Operation Drive Insured will run from today until Sunday 27 January.
The MIB (Motor Insurers’ Bureau) estimates each year in the UK around 130 people are killed and over 26,000 are left injured as a result of uninsured and hit and run drivers.
vidence also shows uninsured drivers are often involved in a wide range of criminal activity.
The MIB reports a large number of cases which involves an uninsured driver, and in a lot of those cases, the uninsured driver is found without a valid driving licence or using an untaxed or stolen vehicle. A lot are also found to be under the influence of either drugs or alcohol.
Neil Drane, head of enforcement at the MIB said: “A driver with no valid insurance has no legal right to be on the road and removing them undoubtedly makes roads safer.
”The increased activity during Operation Drive Insured should get more of these dangerous drivers off our roads.”
In Scotland it’s estimated that there are around 40,000 uninsured drivers. In 2018, MIB’s Police Helpline received over 10,000 calls from Scottish Officers at the roadside with a driver of a vehicle where the insurance status was in question, resulting in thousands of uninsured vehicle seizures.
Superintendent Louise Blakelock, deputy head of road policing at Police Scotland said: “Police Scotland work in partnership with the Motor Insurers Bureau throughout the year and tackling uninsured drivers continues to be a priority for us.
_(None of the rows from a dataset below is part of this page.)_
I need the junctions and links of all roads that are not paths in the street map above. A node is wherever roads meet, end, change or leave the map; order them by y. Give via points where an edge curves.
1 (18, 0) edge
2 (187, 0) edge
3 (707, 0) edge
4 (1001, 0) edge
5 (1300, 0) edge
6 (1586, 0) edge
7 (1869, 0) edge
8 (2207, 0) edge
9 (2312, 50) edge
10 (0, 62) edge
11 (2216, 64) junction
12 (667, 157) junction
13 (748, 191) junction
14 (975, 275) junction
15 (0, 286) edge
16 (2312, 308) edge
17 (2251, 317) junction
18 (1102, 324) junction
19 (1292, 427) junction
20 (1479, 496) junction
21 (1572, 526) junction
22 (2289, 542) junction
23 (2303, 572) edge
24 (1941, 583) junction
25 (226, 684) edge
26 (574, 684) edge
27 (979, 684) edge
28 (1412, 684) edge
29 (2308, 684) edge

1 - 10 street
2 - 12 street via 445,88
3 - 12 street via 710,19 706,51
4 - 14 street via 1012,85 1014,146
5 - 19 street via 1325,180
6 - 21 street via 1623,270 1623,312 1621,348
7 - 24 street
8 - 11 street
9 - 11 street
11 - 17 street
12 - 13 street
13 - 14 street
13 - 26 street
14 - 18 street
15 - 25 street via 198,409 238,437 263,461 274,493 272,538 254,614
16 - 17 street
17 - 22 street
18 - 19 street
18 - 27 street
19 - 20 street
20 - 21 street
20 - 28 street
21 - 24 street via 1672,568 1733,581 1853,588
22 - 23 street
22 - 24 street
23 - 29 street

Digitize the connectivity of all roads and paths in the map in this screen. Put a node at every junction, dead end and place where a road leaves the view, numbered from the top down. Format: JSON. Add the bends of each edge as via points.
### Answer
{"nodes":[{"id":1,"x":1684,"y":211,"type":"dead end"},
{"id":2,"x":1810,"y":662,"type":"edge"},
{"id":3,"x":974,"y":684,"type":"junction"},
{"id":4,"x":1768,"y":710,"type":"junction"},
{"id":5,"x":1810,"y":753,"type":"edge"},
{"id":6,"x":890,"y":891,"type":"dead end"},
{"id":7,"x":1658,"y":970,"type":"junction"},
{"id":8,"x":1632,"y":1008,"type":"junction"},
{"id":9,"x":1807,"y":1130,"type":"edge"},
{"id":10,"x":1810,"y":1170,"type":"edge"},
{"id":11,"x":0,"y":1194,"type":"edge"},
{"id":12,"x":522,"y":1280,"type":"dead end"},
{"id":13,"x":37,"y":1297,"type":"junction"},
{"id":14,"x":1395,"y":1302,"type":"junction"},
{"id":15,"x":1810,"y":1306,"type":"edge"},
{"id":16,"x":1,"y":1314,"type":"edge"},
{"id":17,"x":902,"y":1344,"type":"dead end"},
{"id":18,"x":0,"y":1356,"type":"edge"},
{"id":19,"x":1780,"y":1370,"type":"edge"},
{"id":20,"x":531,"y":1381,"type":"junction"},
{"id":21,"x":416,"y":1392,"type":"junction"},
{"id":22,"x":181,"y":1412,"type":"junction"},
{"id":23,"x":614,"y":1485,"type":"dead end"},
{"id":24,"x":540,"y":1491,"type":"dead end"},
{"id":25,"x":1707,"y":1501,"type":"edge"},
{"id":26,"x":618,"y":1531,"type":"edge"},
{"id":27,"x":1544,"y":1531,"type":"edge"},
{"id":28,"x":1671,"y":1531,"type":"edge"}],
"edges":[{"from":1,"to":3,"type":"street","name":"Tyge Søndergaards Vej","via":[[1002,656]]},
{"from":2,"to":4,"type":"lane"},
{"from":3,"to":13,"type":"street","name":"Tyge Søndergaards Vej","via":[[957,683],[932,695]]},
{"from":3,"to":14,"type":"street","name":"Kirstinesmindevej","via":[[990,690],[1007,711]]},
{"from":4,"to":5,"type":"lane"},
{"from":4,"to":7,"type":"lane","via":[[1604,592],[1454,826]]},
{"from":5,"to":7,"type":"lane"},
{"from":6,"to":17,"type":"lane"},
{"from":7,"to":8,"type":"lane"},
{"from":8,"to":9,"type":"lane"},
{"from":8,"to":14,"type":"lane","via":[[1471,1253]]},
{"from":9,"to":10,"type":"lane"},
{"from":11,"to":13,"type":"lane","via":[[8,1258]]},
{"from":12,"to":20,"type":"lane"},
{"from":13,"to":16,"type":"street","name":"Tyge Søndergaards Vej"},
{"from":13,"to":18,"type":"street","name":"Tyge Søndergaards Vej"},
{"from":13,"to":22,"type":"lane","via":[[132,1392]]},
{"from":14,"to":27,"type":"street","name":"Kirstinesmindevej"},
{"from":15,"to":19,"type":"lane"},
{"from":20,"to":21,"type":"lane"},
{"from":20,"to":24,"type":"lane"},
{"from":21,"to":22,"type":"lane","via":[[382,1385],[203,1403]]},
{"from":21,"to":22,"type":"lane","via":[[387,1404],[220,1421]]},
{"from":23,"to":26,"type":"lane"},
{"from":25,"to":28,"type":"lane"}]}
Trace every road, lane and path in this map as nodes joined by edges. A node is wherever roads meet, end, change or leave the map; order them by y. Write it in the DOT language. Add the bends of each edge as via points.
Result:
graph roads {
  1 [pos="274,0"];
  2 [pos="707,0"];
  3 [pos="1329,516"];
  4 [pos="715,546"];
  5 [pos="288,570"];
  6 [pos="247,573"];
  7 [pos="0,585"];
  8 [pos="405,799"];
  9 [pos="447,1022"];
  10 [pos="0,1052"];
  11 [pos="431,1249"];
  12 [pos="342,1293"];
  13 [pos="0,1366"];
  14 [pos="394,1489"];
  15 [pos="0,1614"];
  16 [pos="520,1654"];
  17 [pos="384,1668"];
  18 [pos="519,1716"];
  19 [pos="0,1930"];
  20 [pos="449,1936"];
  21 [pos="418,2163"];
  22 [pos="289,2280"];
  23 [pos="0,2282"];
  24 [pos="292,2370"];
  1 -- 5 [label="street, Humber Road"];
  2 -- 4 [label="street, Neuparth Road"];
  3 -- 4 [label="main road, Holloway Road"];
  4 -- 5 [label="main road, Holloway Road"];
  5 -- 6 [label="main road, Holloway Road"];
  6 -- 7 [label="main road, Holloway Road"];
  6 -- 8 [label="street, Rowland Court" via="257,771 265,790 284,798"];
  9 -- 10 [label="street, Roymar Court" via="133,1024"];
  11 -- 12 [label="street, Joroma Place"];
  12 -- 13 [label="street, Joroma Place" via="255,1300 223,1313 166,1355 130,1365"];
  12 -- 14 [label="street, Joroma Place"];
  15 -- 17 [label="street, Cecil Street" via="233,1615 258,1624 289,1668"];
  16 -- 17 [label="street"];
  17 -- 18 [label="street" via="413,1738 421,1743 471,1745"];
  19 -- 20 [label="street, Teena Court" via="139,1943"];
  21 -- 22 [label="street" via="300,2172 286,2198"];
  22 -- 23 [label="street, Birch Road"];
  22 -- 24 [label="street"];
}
“During this campaign we will increase our focus, to not only detect, but hopefully deter motorists from driving with no insurance.
”The legislation is there to protect all road users and if a vehicle is driven without a valid insurance policy, in common with other road traffic offences, there is an obvious road safety risk, additionally the minimum fine for an insurance offence is £300 and six penalty points on their licence.”
The annual cost to provide services to compensate victims of uninsured and untraced hit and run drivers comes to £400 million, which is paid for by the motor insurance premiums of all law-abiding motorists.